Aus ganz anderen Gründen wird auch Sixtinische 1939 den Augen der Öffentlichkeit entzogen. Der 2. Weltkrieg ist zehn Tage alt, als das Bild aus Angst vor Luftangriffen seinem Rahmen entnommen wird und in einer Sperrholzkiste im Keller unter dem Semperbau landet. Von dort komt mt es bis 1943 auf die Albrechtsburg. Doch auch dieser Ort gilt nicht als sicher, die Madonna wird mit anderen Spitzenbildern zusammen in den unbenutzten Eisenbahntunnel am Lohmgrund bei Rottwerndorf verfrachtet. Dort wird sie am 14. Mai 1945 unter Leitung von Unterleutnant Leonid Rabinowitsch vom 164. Bataillon mit Sonderauftrag der 5. Gardearmee der 1. Ukrainischen Front auf einen LKW geladen und in ein Sammeldepot nach Pillnitz gebracht. Als sicher gilt, dass die Madonna bereits mit den 600 Bildern des ersten Transports am 10. August 1945 das Moskauer Puschkin - Museum erreicht, das als Beutekunstdepot dient. Die Weltöffentlichkeit erfährt davon Anfang Dezember 1945 über eine schwedische Agentur. Fast genau zehn Jahre bleibt das Bild weiter verborgen. Es wird vermisst, aber wer fragt, bekommt keine Antwort, bis die UdSSR am 31. März 1955 erklärt, die dResdner Kunstwerke nach Dresden zurück zu geben. Vor ihrer Heimkehr werden sie in Moskau und dann in Berlin gezeigt. Am 03.Juni 1956 wird die Sempergalerie wieder- eröffnet und die Sixtina ist wieder in Dresden zu sehen. Der durch Publikationen und vor allem den Film "Fünf Tage - Fünf Nächte" verbreiteten Legende, sowjetische Soldaten und Restauratoren hätten Raffaels Madonna in letzter Minute vor der Zerstörung durch die feuchte Luft im Stollen gerettet, stehen die Historiker heute skeptisch gegenüber. In den Übergabeprotokollen findet sich dafür kein Beleg. Was über zehn Jahre mit den Bildern im Beutekunstdepot geschah, ist unbekannt. Sicher hat die Rettungslegende der Sixtina einen weiteren Popularitätsschub verliehen. Den meisten Menschen reicht es, ein Detail zu sehen, um das ganze Bild zu erkennen. Das gilt besonders und bis heute für die beiden Stars mit den Flügelchen, mit denen vor allem - aber nicht nur - für alles geworben wird, was süß und entzückend ist.

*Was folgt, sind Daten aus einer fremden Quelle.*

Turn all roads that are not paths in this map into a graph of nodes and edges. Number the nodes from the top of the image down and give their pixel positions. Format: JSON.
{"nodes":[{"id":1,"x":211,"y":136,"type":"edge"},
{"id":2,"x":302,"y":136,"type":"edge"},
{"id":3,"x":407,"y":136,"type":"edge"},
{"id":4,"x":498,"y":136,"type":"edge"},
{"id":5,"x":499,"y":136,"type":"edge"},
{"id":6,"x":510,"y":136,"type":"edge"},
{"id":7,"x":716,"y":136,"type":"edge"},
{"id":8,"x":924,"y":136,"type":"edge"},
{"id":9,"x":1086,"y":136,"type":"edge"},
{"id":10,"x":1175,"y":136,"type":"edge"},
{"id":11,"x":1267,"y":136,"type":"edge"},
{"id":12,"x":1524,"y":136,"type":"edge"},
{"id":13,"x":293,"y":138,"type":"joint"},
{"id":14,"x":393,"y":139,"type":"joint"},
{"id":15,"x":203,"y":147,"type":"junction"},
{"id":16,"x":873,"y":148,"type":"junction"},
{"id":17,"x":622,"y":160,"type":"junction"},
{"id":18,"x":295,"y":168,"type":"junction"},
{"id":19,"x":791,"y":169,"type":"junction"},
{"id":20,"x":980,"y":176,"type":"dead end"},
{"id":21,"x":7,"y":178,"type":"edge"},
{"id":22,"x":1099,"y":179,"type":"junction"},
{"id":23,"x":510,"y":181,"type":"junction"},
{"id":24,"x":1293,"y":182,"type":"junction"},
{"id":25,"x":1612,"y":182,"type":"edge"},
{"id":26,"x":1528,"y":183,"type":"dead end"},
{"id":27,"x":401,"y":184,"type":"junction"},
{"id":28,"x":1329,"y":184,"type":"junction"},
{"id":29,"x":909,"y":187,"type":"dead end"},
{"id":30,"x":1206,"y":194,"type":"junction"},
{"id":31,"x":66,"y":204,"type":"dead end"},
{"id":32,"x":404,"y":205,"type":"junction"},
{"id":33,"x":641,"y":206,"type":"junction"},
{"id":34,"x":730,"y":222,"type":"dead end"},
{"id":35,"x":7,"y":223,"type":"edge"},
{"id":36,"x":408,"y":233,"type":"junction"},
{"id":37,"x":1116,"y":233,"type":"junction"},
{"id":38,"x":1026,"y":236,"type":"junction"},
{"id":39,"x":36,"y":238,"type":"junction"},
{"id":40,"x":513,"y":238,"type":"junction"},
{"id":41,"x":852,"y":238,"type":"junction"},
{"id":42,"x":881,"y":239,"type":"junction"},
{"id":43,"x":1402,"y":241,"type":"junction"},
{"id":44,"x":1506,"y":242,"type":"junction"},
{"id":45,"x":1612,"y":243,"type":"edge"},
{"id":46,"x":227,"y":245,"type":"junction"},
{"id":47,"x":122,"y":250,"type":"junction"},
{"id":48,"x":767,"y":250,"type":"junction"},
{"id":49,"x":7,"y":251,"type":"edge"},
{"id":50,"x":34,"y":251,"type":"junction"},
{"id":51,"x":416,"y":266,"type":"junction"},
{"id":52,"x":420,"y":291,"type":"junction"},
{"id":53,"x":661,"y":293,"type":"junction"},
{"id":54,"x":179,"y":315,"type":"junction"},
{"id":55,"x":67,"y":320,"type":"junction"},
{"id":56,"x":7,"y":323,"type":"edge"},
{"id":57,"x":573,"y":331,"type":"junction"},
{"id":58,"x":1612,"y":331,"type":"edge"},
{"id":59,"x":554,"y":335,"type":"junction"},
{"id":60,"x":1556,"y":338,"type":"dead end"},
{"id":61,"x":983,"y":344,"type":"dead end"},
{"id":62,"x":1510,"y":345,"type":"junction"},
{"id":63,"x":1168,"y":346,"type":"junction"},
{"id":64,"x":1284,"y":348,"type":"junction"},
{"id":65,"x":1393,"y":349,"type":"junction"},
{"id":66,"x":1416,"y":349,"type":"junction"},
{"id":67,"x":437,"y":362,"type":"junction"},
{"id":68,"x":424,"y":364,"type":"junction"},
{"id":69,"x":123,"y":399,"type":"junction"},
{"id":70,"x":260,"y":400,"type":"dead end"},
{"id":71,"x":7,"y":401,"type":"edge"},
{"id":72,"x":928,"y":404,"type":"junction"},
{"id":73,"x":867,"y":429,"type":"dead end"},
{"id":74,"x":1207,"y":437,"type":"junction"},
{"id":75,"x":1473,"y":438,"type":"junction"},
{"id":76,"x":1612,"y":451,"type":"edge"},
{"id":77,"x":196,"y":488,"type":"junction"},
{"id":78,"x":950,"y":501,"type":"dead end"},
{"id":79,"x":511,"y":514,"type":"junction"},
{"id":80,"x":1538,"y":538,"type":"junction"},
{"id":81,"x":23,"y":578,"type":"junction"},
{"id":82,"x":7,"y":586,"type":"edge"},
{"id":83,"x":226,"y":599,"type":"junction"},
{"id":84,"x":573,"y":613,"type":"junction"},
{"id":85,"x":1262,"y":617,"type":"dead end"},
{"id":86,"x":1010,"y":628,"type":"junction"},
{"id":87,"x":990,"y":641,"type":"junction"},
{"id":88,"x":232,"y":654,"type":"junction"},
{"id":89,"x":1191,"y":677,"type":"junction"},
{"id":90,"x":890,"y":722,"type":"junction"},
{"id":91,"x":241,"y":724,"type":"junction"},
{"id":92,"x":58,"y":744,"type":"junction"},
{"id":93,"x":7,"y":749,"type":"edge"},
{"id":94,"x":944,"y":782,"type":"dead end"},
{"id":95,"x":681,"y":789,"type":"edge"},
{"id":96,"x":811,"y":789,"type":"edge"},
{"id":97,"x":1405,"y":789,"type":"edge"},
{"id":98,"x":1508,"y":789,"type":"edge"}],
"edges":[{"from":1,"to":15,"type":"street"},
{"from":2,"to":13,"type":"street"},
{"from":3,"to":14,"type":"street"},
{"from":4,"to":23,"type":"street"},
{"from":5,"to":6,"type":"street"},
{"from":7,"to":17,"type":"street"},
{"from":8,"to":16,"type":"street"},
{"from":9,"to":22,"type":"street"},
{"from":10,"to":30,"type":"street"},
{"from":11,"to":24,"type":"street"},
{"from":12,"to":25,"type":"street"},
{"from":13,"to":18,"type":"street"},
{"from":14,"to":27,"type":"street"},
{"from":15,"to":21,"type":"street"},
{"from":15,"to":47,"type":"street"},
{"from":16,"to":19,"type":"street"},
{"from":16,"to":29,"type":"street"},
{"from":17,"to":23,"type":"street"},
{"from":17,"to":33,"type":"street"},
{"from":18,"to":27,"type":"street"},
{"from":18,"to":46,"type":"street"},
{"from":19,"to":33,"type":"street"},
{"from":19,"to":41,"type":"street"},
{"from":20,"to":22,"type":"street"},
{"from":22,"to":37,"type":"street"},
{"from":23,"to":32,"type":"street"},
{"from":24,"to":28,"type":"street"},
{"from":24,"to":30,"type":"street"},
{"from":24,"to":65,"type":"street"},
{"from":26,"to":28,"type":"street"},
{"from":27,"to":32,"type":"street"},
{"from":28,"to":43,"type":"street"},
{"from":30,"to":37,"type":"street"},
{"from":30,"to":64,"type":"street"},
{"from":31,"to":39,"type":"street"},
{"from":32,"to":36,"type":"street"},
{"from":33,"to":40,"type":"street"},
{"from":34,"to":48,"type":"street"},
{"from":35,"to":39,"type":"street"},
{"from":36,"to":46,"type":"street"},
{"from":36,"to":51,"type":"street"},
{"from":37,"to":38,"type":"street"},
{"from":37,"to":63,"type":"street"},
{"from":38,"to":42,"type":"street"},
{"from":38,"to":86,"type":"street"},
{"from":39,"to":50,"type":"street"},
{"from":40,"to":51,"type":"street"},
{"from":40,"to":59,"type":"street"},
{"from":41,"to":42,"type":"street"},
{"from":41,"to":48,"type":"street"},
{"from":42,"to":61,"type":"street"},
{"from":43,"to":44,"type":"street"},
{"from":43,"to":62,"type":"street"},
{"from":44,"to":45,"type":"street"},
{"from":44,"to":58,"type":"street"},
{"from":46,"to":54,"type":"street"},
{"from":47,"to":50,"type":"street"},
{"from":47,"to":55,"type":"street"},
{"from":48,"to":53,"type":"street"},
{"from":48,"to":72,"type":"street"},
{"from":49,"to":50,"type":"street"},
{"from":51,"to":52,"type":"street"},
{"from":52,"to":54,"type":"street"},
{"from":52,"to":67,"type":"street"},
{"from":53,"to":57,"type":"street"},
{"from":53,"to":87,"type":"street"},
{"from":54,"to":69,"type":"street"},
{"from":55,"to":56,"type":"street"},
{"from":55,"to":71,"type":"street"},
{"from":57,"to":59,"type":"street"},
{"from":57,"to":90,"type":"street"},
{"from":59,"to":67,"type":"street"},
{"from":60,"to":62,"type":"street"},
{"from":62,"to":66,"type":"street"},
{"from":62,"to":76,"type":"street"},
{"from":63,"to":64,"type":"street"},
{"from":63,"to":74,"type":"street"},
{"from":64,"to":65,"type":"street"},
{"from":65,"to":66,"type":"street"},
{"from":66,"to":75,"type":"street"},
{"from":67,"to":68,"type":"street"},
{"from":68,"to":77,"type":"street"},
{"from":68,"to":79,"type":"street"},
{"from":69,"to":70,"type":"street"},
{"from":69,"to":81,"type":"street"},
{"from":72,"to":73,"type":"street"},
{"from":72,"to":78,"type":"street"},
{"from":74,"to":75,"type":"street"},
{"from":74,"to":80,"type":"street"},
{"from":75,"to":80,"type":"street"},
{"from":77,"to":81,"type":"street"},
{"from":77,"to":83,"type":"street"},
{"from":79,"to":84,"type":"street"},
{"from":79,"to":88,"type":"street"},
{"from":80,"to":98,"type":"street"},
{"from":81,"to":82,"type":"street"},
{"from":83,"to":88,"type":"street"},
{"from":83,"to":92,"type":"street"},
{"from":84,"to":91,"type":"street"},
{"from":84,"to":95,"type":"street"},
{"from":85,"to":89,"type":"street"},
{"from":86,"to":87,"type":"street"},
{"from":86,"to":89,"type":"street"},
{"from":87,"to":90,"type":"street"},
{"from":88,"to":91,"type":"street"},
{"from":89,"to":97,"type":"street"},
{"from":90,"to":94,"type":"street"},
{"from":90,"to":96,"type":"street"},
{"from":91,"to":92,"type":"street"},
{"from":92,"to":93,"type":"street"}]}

"Die Sixtinische Madonna. Raffaels Kultbild wird 500" in der Gemäldegalerie Alte Meister Dresden zeigt rund 200 Exponate darunter Leihgaben aus Florenz und London, aber auch Alltägliches und Kitsch.
Geöffnet bis 26. August 2012 täglich von 10 bis 18 Uhr, Donnerstag und Samstag bis 21 Uhr,( am 14.Juli nur bis 18 Uhr)
Zur Ausstellung ist im Prestel Verlag ein 380-seitiger Katalog mit 174 Farbabbildungen erschienen, der das gesamte derzeitige Wissen über die Sixtina enthält.